Равнодушно подчинялся Елеазар всему, что делали с ним, и вскоре превратился в естественно-толстого, красивого старика, спокойного и добродушного деда многочисленных внуков. Еще не сошла с уст его улыбка, с какой рассказывал он смешные сказки, еще таилась в углу глаз стариковская тихая нежность – таким казался он. Но брачной одежды снять они не посмели, но глаз его они изменить не могли – темных и страшных стекол, сквозь которые смотрело на людей само непостижимое Там.
VI
Не тронуло Елеазара великолепие императорских чертогов. Как будто не видел он разницы между своим развалившимся домом, к которому подошла пустыня, и каменным, крепким, красивым дворцом, – так равнодушно смотрел и не смотрел он, проходя. И твердый мрамор полов под его ногами становился подобным зыбучему песку пустыни, и множество прекрасно одетых надменных людей становилось подобно пустоте воздуха под взорами его. В лицо его не глядели, когда он проходил, опасаясь подвергнуться страшному влиянию его глаз; но, когда по звуку тяжелых шагов догадывались, что он миновал стоящих, – поднимали головы и с боязливым любопытством рассматривали фигуру тучного, высокого, слегка согбенного старика, медленно углублявшегося в самое сердце императорского дворца. Если бы сама смерть проходила, не более пугались бы ее люди, ибо до сих пор было так, что смерть знал только мертвый, а живой знал только жизнь – и не было моста между ними. А этот, необыкновенный, знал смерть, и было загадочно и страшно проклятое знание его. «Убьет он нашего великого, божественного Августа», – думали со страхом люди и посылали бессильные проклятия вслед Елеазару, медленно и равнодушно входившему все дальше и дальше, все глубже и глубже.

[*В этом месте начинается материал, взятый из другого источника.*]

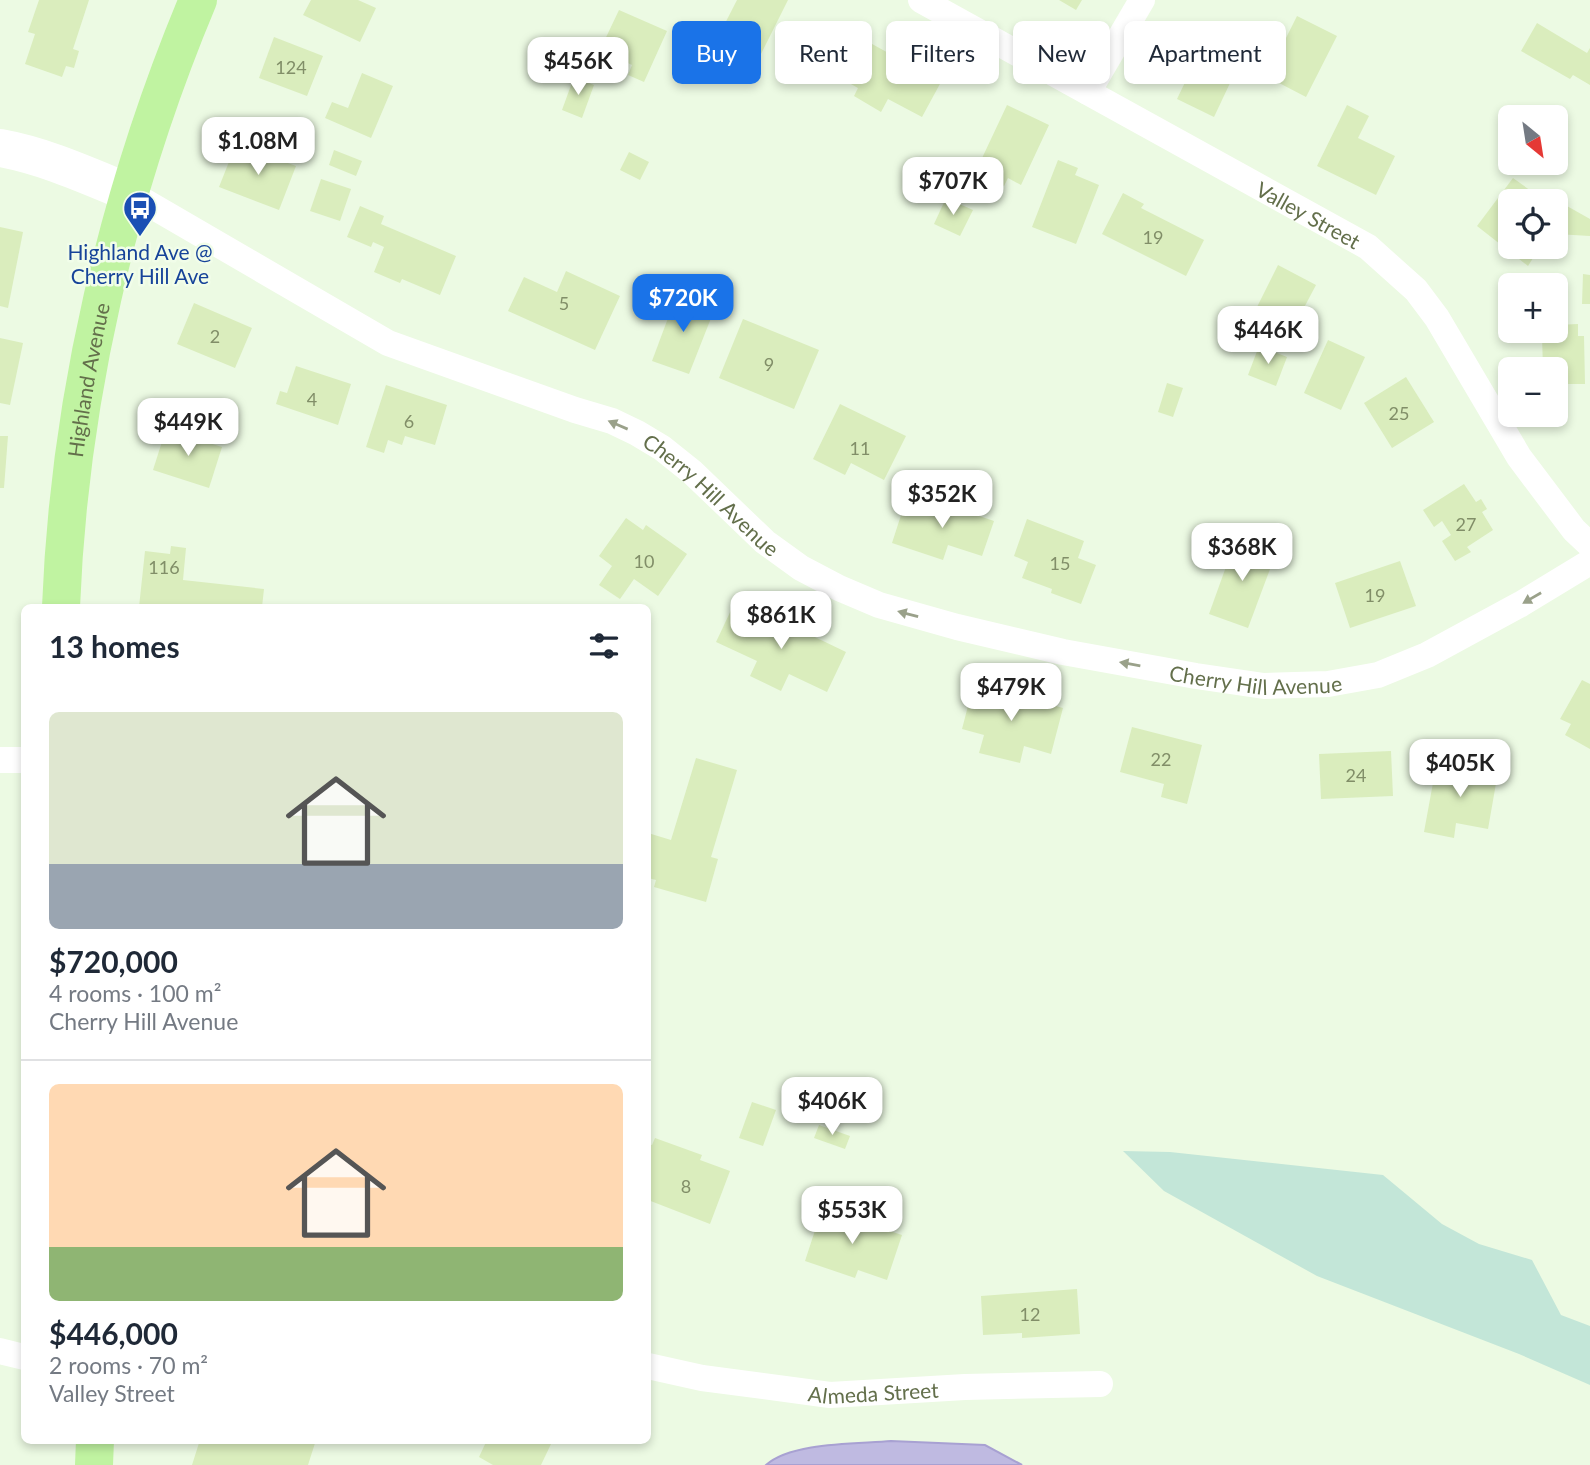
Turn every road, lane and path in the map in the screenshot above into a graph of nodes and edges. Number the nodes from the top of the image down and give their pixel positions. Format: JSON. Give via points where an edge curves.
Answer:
{"nodes":[{"id":1,"x":198,"y":0,"type":"edge"},
{"id":2,"x":921,"y":0,"type":"edge"},
{"id":3,"x":1142,"y":0,"type":"edge"},
{"id":4,"x":1088,"y":92,"type":"junction"},
{"id":5,"x":0,"y":148,"type":"edge"},
{"id":6,"x":130,"y":193,"type":"junction"},
{"id":7,"x":1590,"y":545,"type":"edge"},
{"id":8,"x":1590,"y":562,"type":"edge"},
{"id":9,"x":61,"y":604,"type":"edge"},
{"id":10,"x":0,"y":760,"type":"edge"},
{"id":11,"x":21,"y":760,"type":"edge"},
{"id":12,"x":0,"y":1351,"type":"edge"},
{"id":13,"x":21,"y":1356,"type":"edge"},
{"id":14,"x":651,"y":1367,"type":"edge"},
{"id":15,"x":1100,"y":1384,"type":"dead end"},
{"id":16,"x":95,"y":1444,"type":"edge"},
{"id":17,"x":94,"y":1465,"type":"edge"}],
"edges":[{"from":1,"to":6,"type":"main road","name":"Highland Avenue"},
{"from":2,"to":4,"type":"street","name":"Valley Street"},
{"from":3,"to":4,"type":"street"},
{"from":4,"to":7,"type":"street","name":"Valley Street","via":[[1368,247],[1393,268],[1437,318],[1519,457]]},
{"from":5,"to":6,"type":"street"},
{"from":8,"to":6,"type":"street","name":"Cherry Hill Avenue","one_way":true,"via":[[1427,655],[1378,675],[1328,684],[1264,686],[1196,676],[957,627],[878,606],[801,568],[765,542],[692,472],[637,433],[388,342]]},
{"from":6,"to":9,"type":"main road","name":"Highland Avenue","via":[[89,365],[71,473]]},
{"from":10,"to":11,"type":"street"},
{"from":12,"to":13,"type":"street"},
{"from":14,"to":15,"type":"street","name":"Almeda Street","via":[[830,1395]]},
{"from":16,"to":17,"type":"main road"}]}
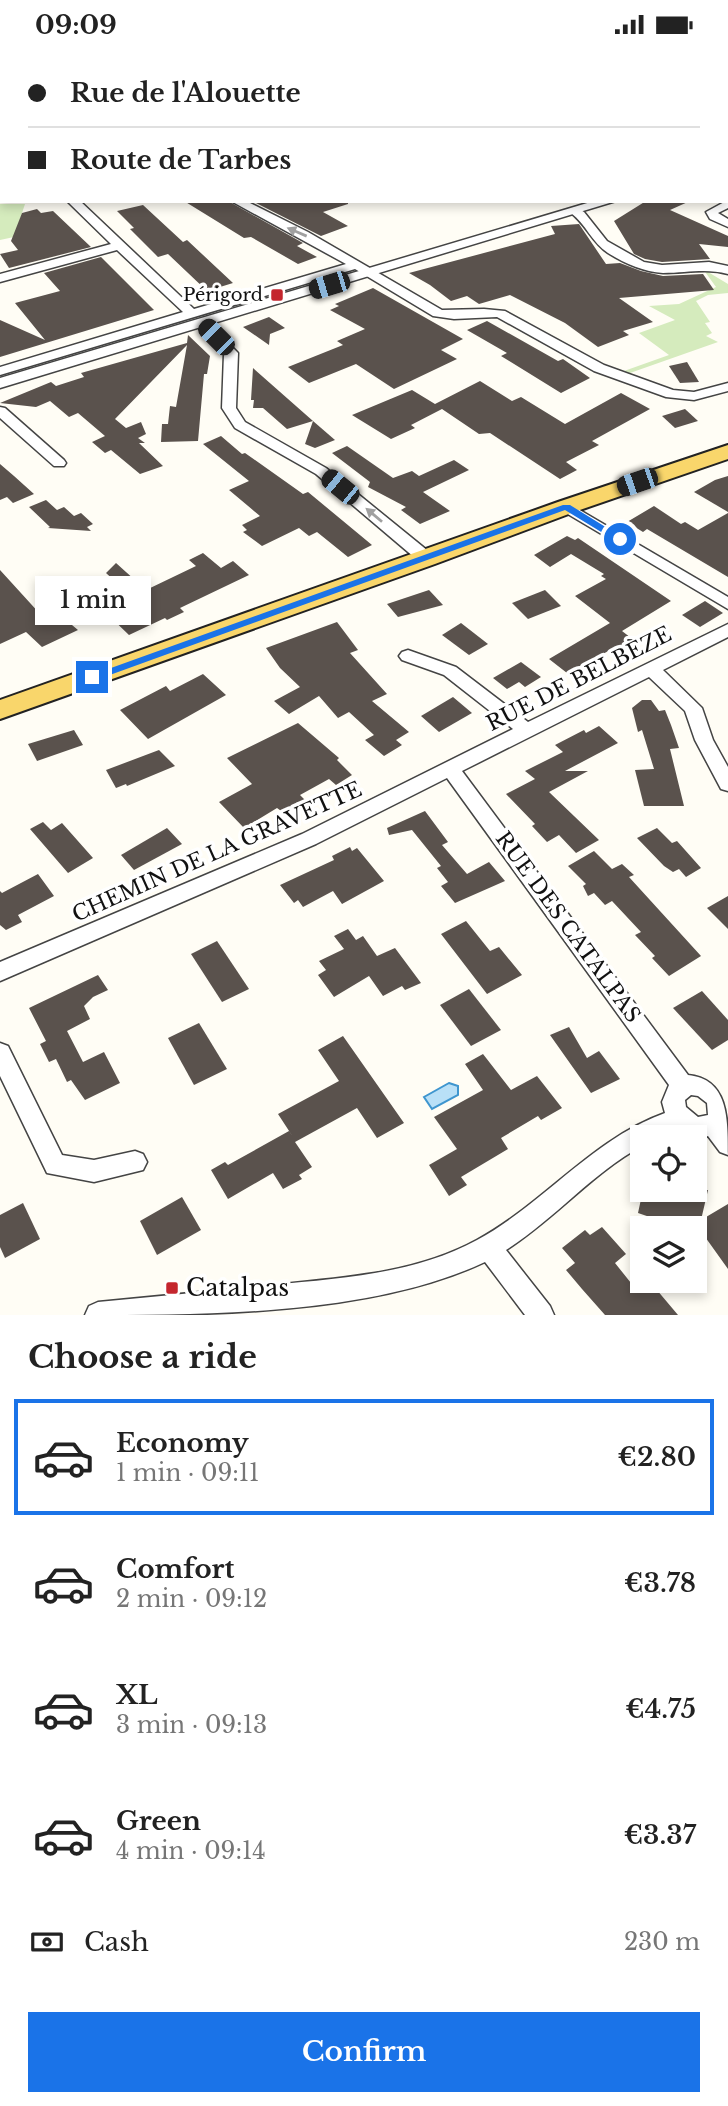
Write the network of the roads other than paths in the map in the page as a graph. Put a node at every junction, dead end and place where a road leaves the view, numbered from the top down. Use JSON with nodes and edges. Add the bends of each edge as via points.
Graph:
{"nodes":[{"id":1,"x":75,"y":203,"type":"edge"},
{"id":2,"x":241,"y":203,"type":"edge"},
{"id":3,"x":602,"y":203,"type":"edge"},
{"id":4,"x":728,"y":203,"type":"edge"},
{"id":5,"x":575,"y":211,"type":"junction"},
{"id":6,"x":728,"y":224,"type":"edge"},
{"id":7,"x":121,"y":245,"type":"junction"},
{"id":8,"x":362,"y":269,"type":"junction"},
{"id":9,"x":728,"y":270,"type":"edge"},
{"id":10,"x":0,"y":278,"type":"edge"},
{"id":11,"x":197,"y":319,"type":"junction"},
{"id":12,"x":0,"y":371,"type":"edge"},
{"id":13,"x":0,"y":383,"type":"edge"},
{"id":14,"x":728,"y":387,"type":"edge"},
{"id":15,"x":0,"y":411,"type":"edge"},
{"id":16,"x":728,"y":452,"type":"edge"},
{"id":17,"x":59,"y":463,"type":"dead end"},
{"id":18,"x":566,"y":507,"type":"junction"},
{"id":19,"x":427,"y":559,"type":"junction"},
{"id":20,"x":728,"y":604,"type":"edge"},
{"id":21,"x":728,"y":630,"type":"edge"},
{"id":22,"x":408,"y":656,"type":"dead end"},
{"id":23,"x":650,"y":668,"type":"junction"},
{"id":24,"x":0,"y":710,"type":"edge"},
{"id":25,"x":526,"y":730,"type":"junction"},
{"id":26,"x":451,"y":769,"type":"junction"},
{"id":27,"x":728,"y":784,"type":"edge"},
{"id":28,"x":0,"y":972,"type":"edge"},
{"id":29,"x":0,"y":1053,"type":"edge"},
{"id":30,"x":684,"y":1087,"type":"junction"},
{"id":31,"x":723,"y":1094,"type":"edge"},
{"id":32,"x":679,"y":1119,"type":"junction"},
{"id":33,"x":714,"y":1125,"type":"junction"},
{"id":34,"x":728,"y":1144,"type":"edge"},
{"id":35,"x":135,"y":1162,"type":"dead end"},
{"id":36,"x":488,"y":1248,"type":"junction"},
{"id":37,"x":98,"y":1315,"type":"edge"},
{"id":38,"x":541,"y":1315,"type":"edge"}],
"edges":[{"from":1,"to":7,"type":"street"},
{"from":8,"to":2,"type":"street","one_way":true},
{"from":3,"to":5,"type":"street"},
{"from":4,"to":6,"type":"street","via":[[712,212]]},
{"from":5,"to":8,"type":"street"},
{"from":5,"to":9,"type":"street","via":[[589,221],[605,245],[646,266],[712,264]]},
{"from":7,"to":10,"type":"street"},
{"from":7,"to":11,"type":"street"},
{"from":8,"to":11,"type":"street"},
{"from":8,"to":14,"type":"street","via":[[441,314],[500,314],[592,365],[671,394],[694,395]]},
{"from":11,"to":12,"type":"street"},
{"from":11,"to":13,"type":"street"},
{"from":19,"to":11,"type":"street","one_way":true,"via":[[321,471],[240,425],[229,408],[231,353]]},
{"from":15,"to":17,"type":"street"},
{"from":16,"to":18,"type":"main road"},
{"from":18,"to":19,"type":"main road"},
{"from":18,"to":20,"type":"street"},
{"from":19,"to":24,"type":"main road"},
{"from":21,"to":23,"type":"street","name":"RUE DE BELBÈZE"},
{"from":22,"to":25,"type":"street","via":[[450,671]]},
{"from":23,"to":25,"type":"street","name":"RUE DE BELBÈZE"},
{"from":23,"to":27,"type":"street","via":[[693,708]]},
{"from":25,"to":26,"type":"street","name":"RUE DE BELBÈZE"},
{"from":26,"to":28,"type":"street","name":"CHEMIN DE LA GRAVETTE","via":[[309,839]]},
{"from":26,"to":30,"type":"street","name":"RUE DES CATALPAS"},
{"from":29,"to":35,"type":"street","via":[[55,1165],[94,1171]]},
{"from":30,"to":31,"type":"street","via":[[699,1085]]},
{"from":30,"to":32,"type":"street","via":[[673,1097]]},
{"from":31,"to":33,"type":"street","via":[[721,1115]]},
{"from":32,"to":33,"type":"street","via":[[698,1128]]},
{"from":32,"to":36,"type":"street","via":[[664,1122],[612,1152]]},
{"from":33,"to":34,"type":"street"},
{"from":36,"to":37,"type":"street","via":[[412,1279],[366,1288]]},
{"from":36,"to":38,"type":"street"}]}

Уже знал и Цезарь о том, кто такой Елеазар, и приготовился к встрече. Но был он мужественный человек, чувствовал огромную, непобедимую силу свою и в роковом поединке с чудесно воскресшим не пожелал опереться на слабую помощь людей. Один на один, лицом к лицу сошелся он с Елеазаром.
– Не поднимай на меня взоров твоих, Елеазар, – приказал он вошедшему. – Слыхал я, что голова твоя подобна голове Медузы и превращает в камень каждого, на кого ты взглянешь. А я хочу рассмотреть тебя и поговорить с тобою, прежде чем превращусь в камень, – добавил он с царственной шутливостью, не лишенной страха.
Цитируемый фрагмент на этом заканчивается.